** Opening Records to use block **

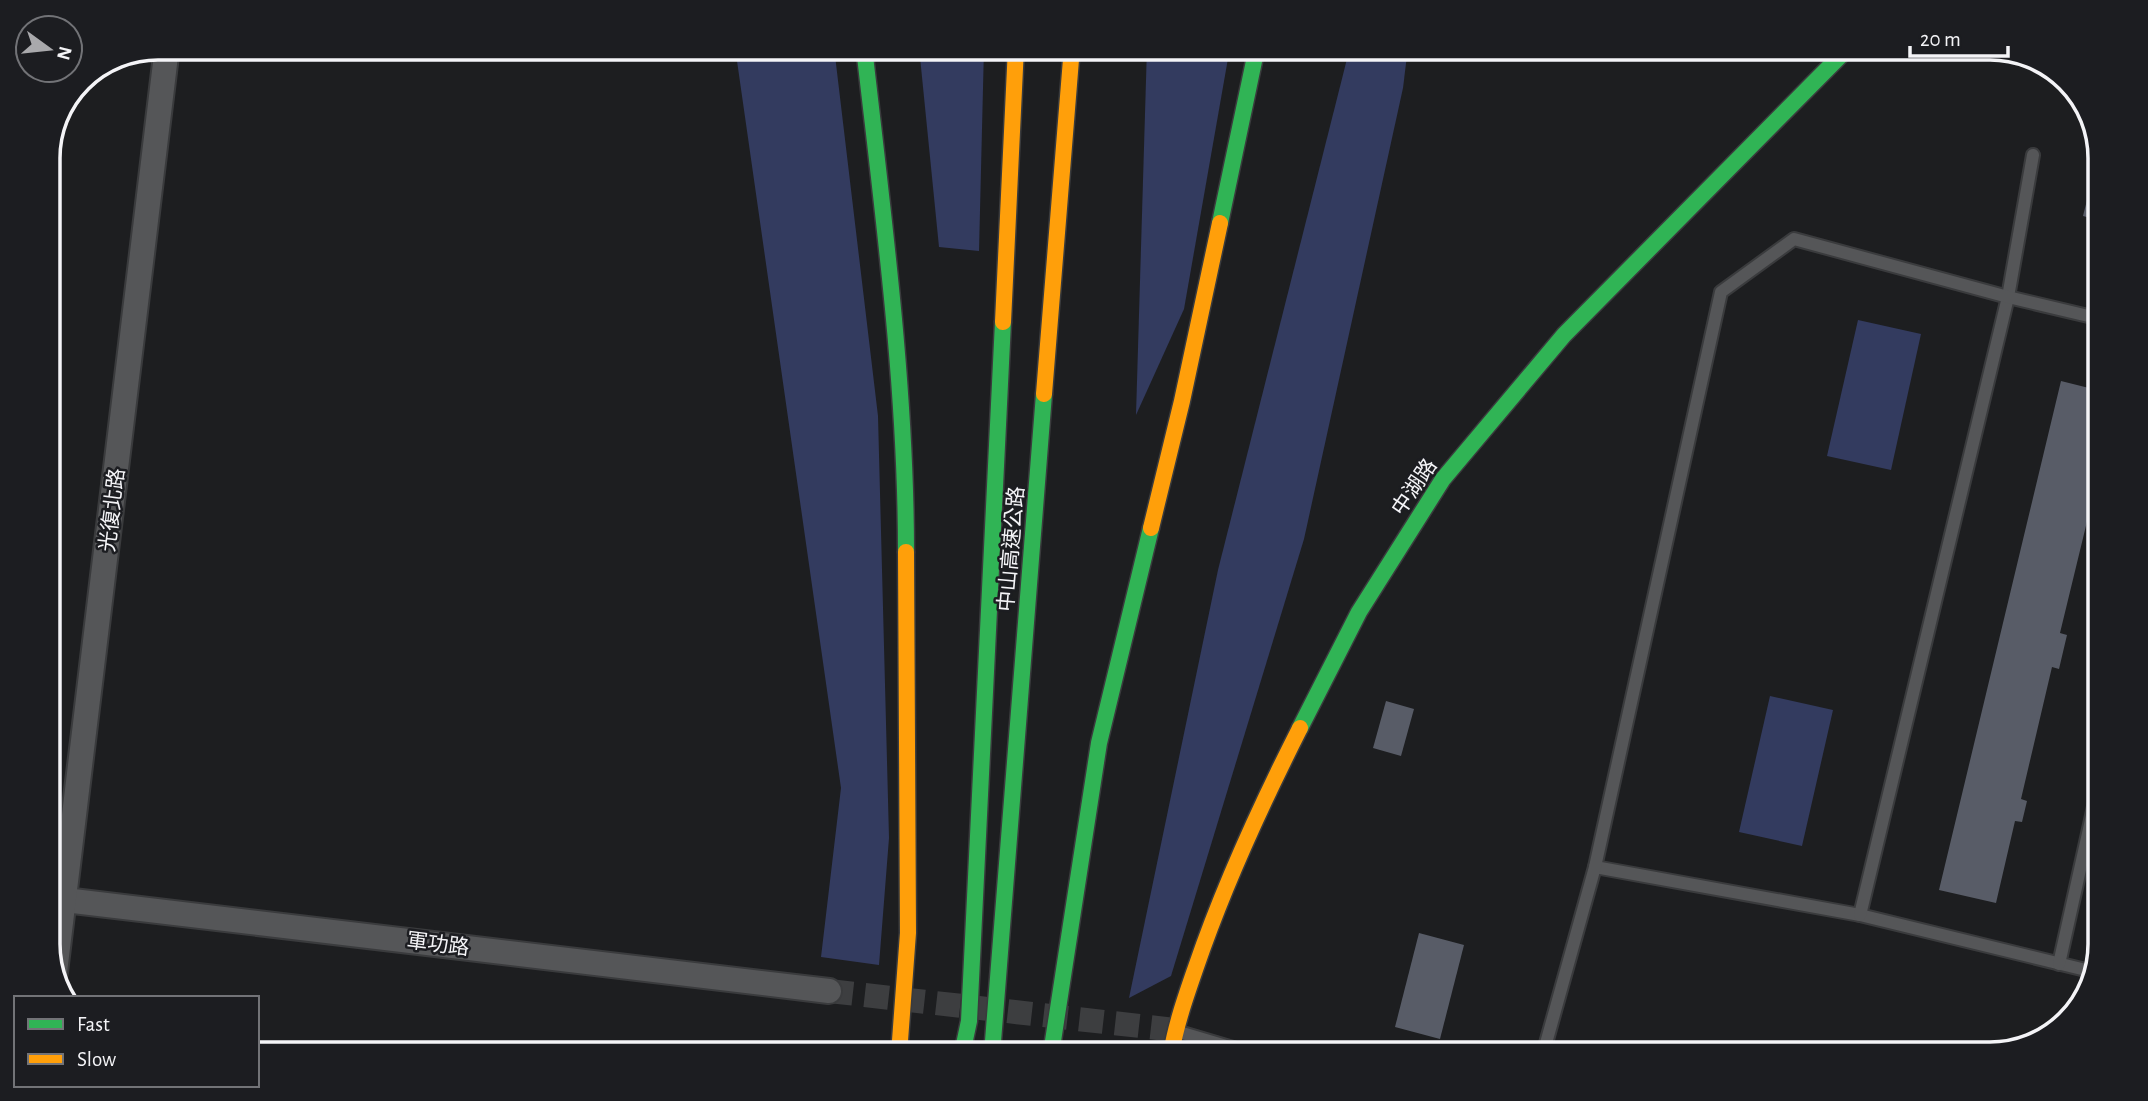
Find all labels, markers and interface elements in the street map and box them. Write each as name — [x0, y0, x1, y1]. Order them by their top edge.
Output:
north arrow — [14, 14, 84, 84]
scale bar — [1910, 14, 2008, 58]
text: 20 m — [1920, 29, 1961, 50]
text: N — [53, 44, 75, 62]
street label: 中湖路 — [1387, 455, 1441, 519]
street label: 光復北路 — [96, 467, 128, 553]
street label: 中山高速公路 — [995, 485, 1027, 613]
street label: 軍功路 — [405, 929, 471, 959]
legend — [14, 996, 259, 1087]
text: Fast — [77, 1014, 110, 1035]
text: Slow — [77, 1049, 116, 1070]

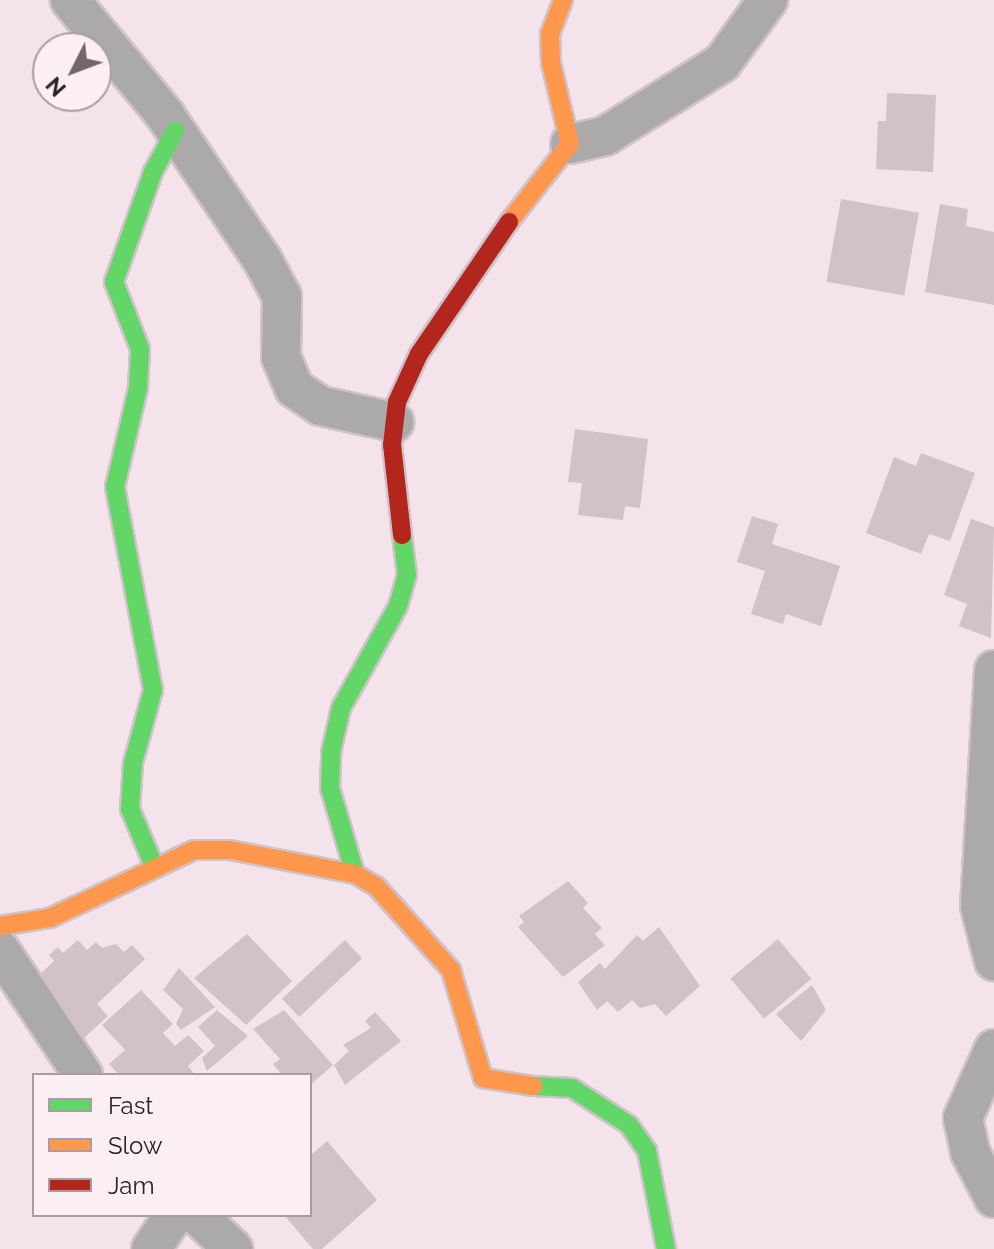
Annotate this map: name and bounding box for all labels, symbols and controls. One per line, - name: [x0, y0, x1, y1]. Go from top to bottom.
- north arrow: [32, 32, 112, 112]
- text: N: [40, 72, 71, 102]
- legend: [32, 1073, 312, 1217]
- text: Fast: [108, 1091, 153, 1120]
- text: Slow: [108, 1131, 162, 1160]
- text: Jam: [108, 1171, 154, 1200]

** Closing Records to use block **

The problem:
Print exactly and only the lines that start at the line with "Annotate this map: name" and run through the end of the listing above.

Problem solution:
Annotate this map: name and bounding box for all labels, symbols and controls. One per line, - name: [x0, y0, x1, y1]. Go from top to bottom.
- north arrow: [32, 32, 112, 112]
- text: N: [40, 72, 71, 102]
- legend: [32, 1073, 312, 1217]
- text: Fast: [108, 1091, 153, 1120]
- text: Slow: [108, 1131, 162, 1160]
- text: Jam: [108, 1171, 154, 1200]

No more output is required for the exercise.